Ted Cruz
U.S. Sen. Ted Cruz, R-Texas, speaks during the inaugural Freedom Summit meeting for conservative speakers in Manchester, N.H., April 12. Reuters

U.S. Sen. Ted Cruz, R-Texas, is fueling speculation about a 2016 presidential run by hiring a national fundraising adviser and two other consultants with connections to early primary states, the Washington Examiner reported Thursday. Cruz’ office said the hires were made to handle the demand for the senator’s presence at events across the country.

The consultants will be paid through Cruz’s Senate re-election committee and his political action committee, the Examiner said. This means they will not be working in Cruz’s Senate office. Demand for Cruz nationally has soared since he won election in 2012, and he has appeared a number of times in Iowa, an important early voting state during the 2016 primary season. His popularity among tea-party voters has landed him on the list of prospective presidential candidates.

Jason Miller, a partner with Jamestown Associates, a political-consulting firm that has advised tea-party candidates, will serve as a digital and communications adviser to Cruz. Miller has worked in South Carolina, another early voting state in 2016. The political operative, who has advised U.S. Sen. Tom Coburn, R-Okla., and U.S. Rep. Darrell Issa, R-Calif., will help Cruz “put together a more robust communications operation,” an adviser to the Texas senator told Politico.

Lauren Lofstrom, a national fundraiser who worked on Texas Gov.

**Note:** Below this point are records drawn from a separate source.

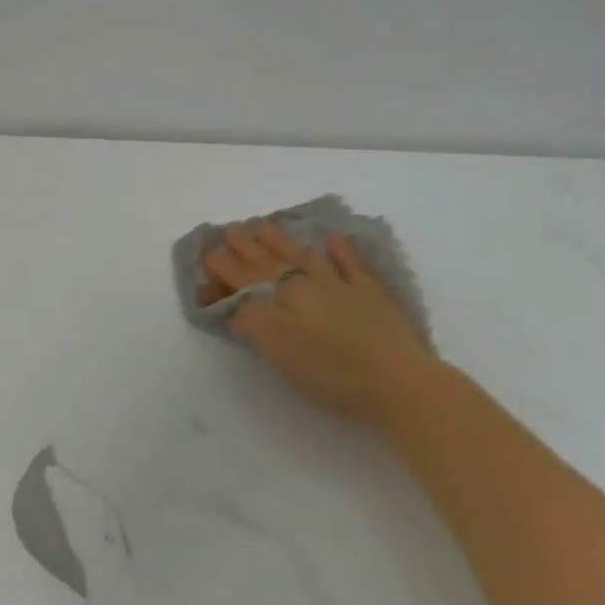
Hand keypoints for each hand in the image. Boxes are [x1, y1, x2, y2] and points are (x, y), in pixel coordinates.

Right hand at [202, 223, 438, 426]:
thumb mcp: (278, 349)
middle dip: (249, 247)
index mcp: (284, 297)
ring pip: (307, 256)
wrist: (396, 378)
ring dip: (284, 241)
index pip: (247, 278)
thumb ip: (253, 321)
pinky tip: (333, 238)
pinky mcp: (372, 294)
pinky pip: (352, 264)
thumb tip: (237, 306)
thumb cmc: (331, 370)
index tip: (208, 252)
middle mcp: (309, 283)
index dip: (226, 267)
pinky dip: (341, 250)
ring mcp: (343, 285)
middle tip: (232, 229)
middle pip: (273, 261)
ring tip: (266, 226)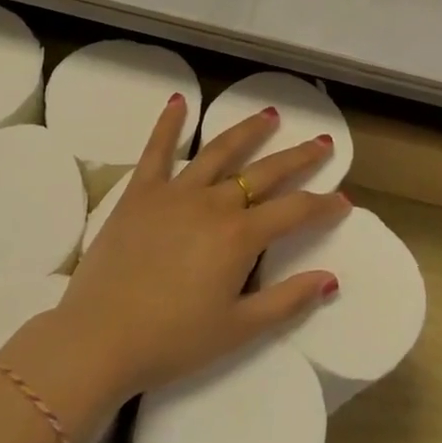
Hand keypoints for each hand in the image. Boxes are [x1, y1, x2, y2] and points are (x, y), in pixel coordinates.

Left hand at [45, 96, 347, 408]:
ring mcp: (175, 191)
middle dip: (299, 157)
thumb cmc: (172, 341)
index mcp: (240, 237)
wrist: (98, 339)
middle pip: (265, 172)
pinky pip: (157, 150)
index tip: (343, 201)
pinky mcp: (140, 192)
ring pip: (219, 151)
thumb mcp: (237, 330)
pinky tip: (178, 101)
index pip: (294, 211)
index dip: (323, 205)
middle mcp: (213, 203)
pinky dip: (168, 124)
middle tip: (321, 142)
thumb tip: (330, 279)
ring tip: (269, 115)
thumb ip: (287, 301)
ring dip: (248, 131)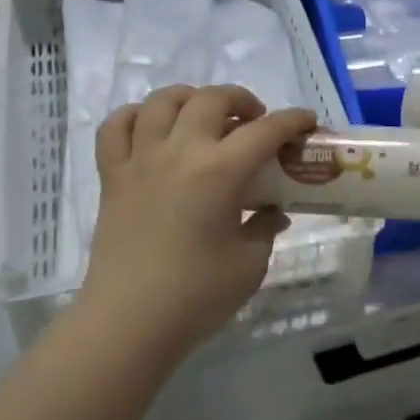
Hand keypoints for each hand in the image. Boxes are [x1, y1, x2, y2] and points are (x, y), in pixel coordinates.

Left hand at [80, 85, 315, 354]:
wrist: (129, 322)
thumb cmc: (197, 295)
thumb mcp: (249, 264)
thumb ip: (264, 228)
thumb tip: (273, 212)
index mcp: (220, 171)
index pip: (265, 131)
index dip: (292, 120)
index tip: (307, 121)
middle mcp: (180, 152)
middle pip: (211, 100)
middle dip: (241, 100)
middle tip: (255, 120)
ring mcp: (140, 160)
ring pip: (162, 102)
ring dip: (190, 98)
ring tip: (204, 115)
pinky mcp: (112, 177)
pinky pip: (116, 128)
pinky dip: (135, 117)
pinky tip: (151, 128)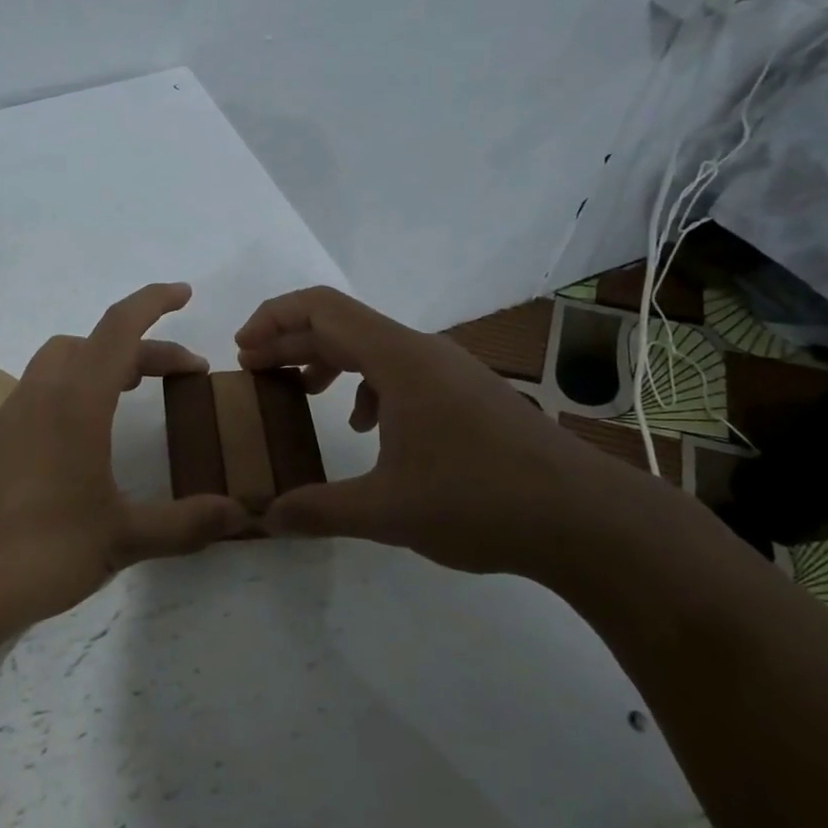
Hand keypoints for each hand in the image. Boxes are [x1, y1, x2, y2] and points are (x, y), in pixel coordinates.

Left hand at [0, 283, 251, 635]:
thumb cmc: (38, 551)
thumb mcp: (122, 538)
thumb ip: (184, 524)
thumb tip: (242, 515)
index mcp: (77, 400)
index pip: (120, 328)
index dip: (154, 303)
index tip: (185, 294)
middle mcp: (42, 394)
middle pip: (95, 343)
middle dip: (142, 347)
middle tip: (181, 374)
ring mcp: (12, 415)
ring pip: (63, 363)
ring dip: (104, 365)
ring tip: (134, 393)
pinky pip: (43, 392)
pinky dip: (76, 391)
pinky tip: (88, 439)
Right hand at [235, 286, 631, 575]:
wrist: (585, 519)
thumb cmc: (480, 502)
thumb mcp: (388, 512)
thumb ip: (320, 510)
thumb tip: (265, 518)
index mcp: (399, 359)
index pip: (322, 309)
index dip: (273, 319)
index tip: (242, 351)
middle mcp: (422, 351)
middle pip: (341, 323)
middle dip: (290, 342)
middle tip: (253, 372)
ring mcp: (449, 370)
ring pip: (371, 346)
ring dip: (327, 360)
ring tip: (299, 392)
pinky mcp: (465, 393)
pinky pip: (400, 370)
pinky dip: (365, 385)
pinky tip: (366, 427)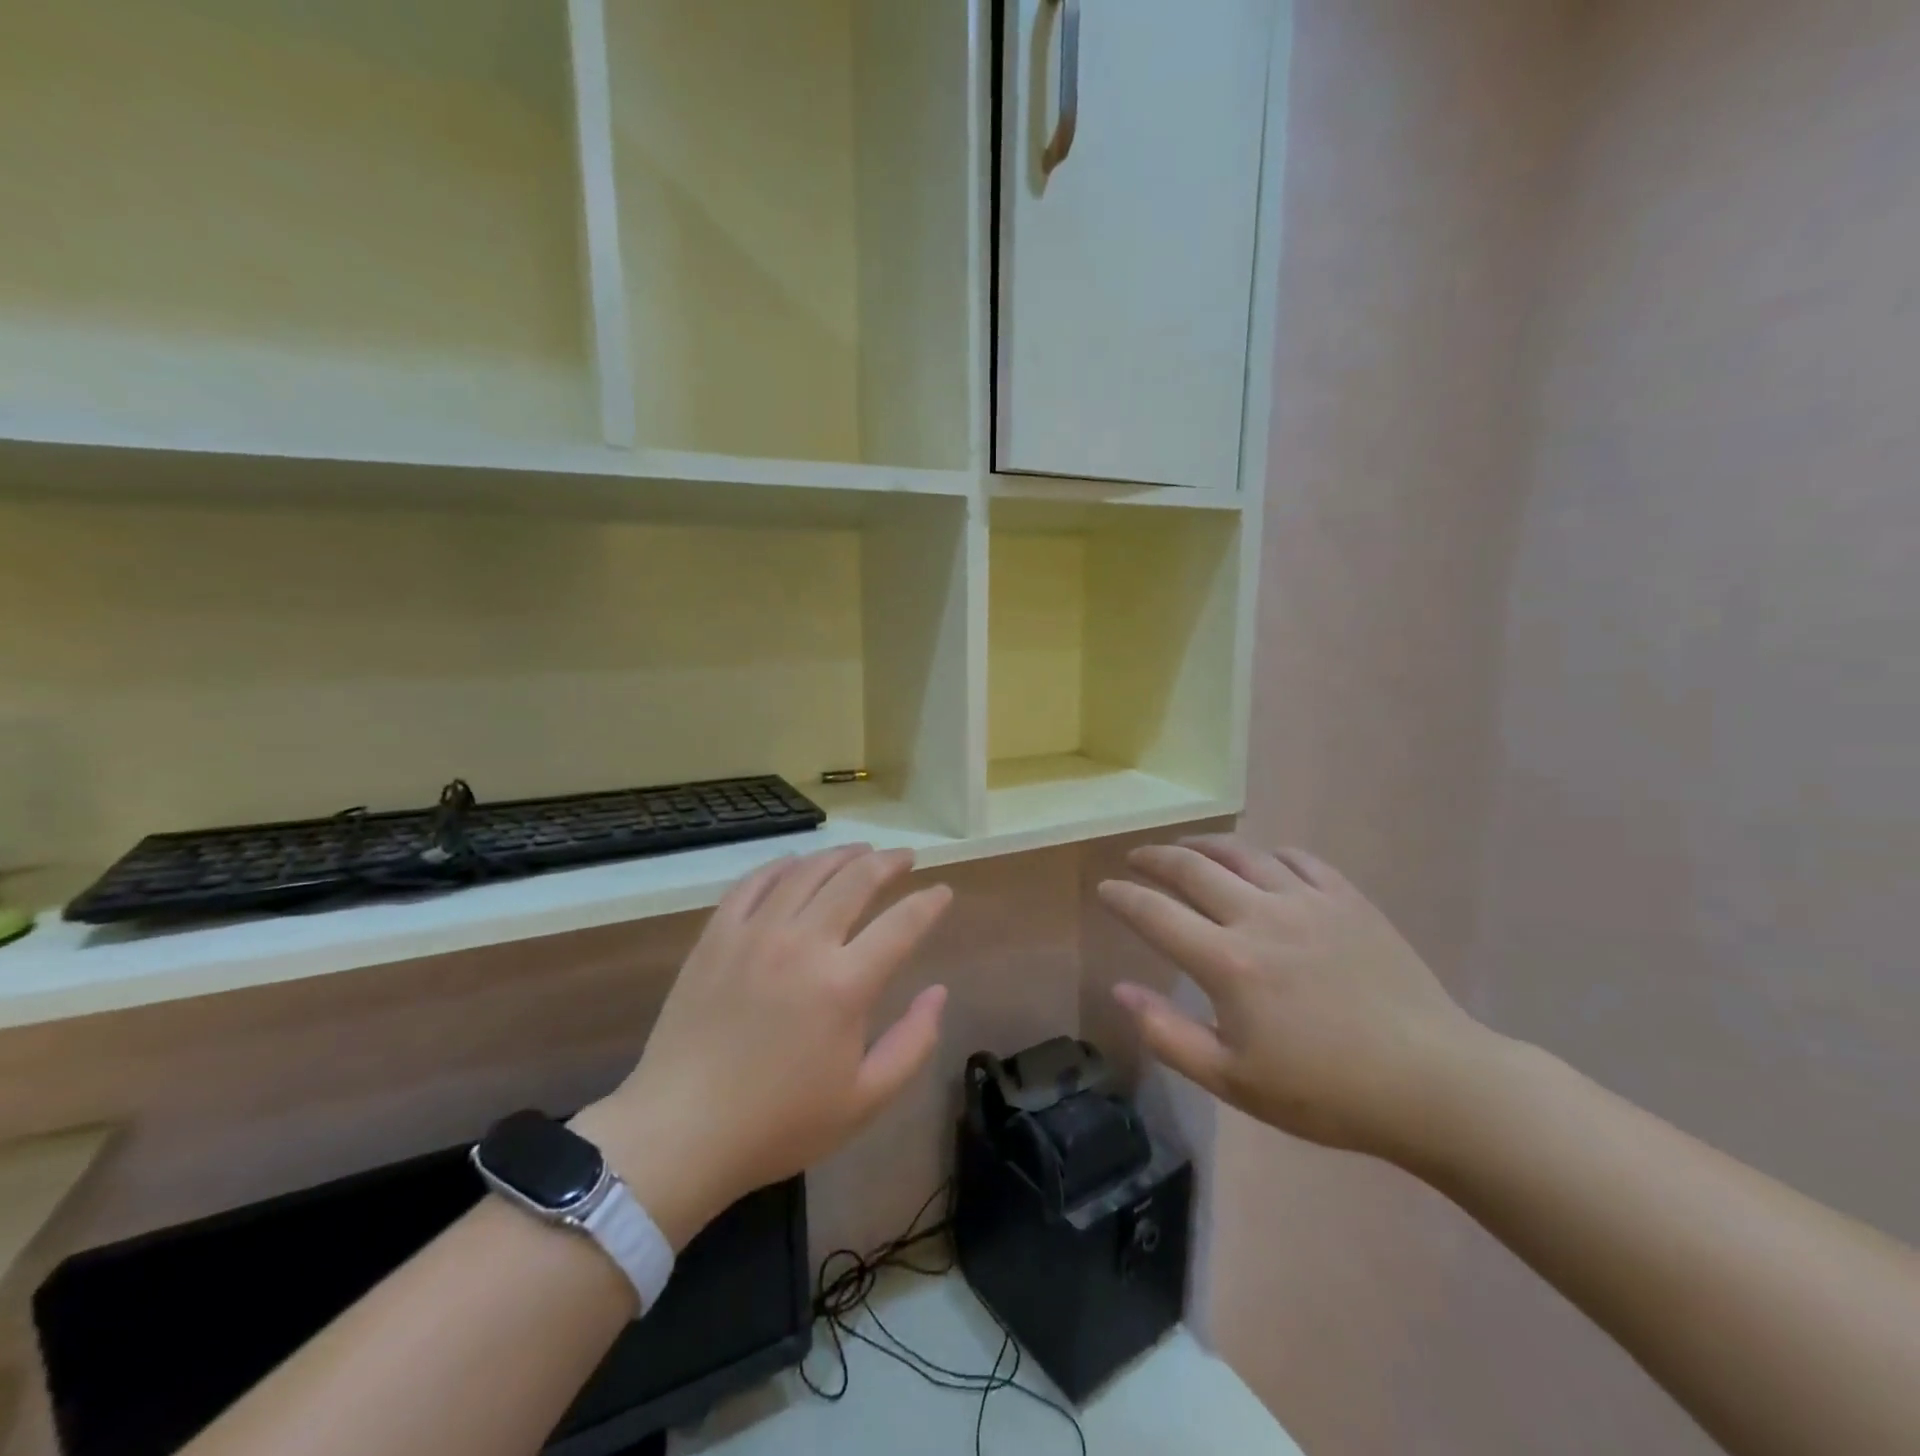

Rick Perry’s 2012 presidential bid, is also now on the Cruz payroll, the Examiner reported. She will handle attracting major donors to Cruz.

Another operative with ties to Perry, Axiom Strategies founder Jeff Roe, has signed a contract to advise Cruz’s operation on “organizational guidance,” the Examiner said. Roe worked on former Arkansas Gov. Mike Huckabee’s presidential campaign in 2008 and has experience in Iowa. He “has run 56 races in the first 11 presidential primary states,” according to his biography on Axiom’s website.

Besides the hiring of the three consultants, there is also a rumor Chip Roy, Cruz’s chief of staff, will move from the senator’s office to his campaign operation. Staffers tried to downplay that speculation, Politico said.

Despite the three consultants’ ties to primary states, a Cruz adviser didn’t bring up 2016 while speaking about the hires with Politico. Cruz’s “leadership, his travel, the positions he’s taken; all of the above have created a real demand. We are making sure we are adding new resources,” the adviser said. “The only way to achieve change is to build a robust grass-roots army.”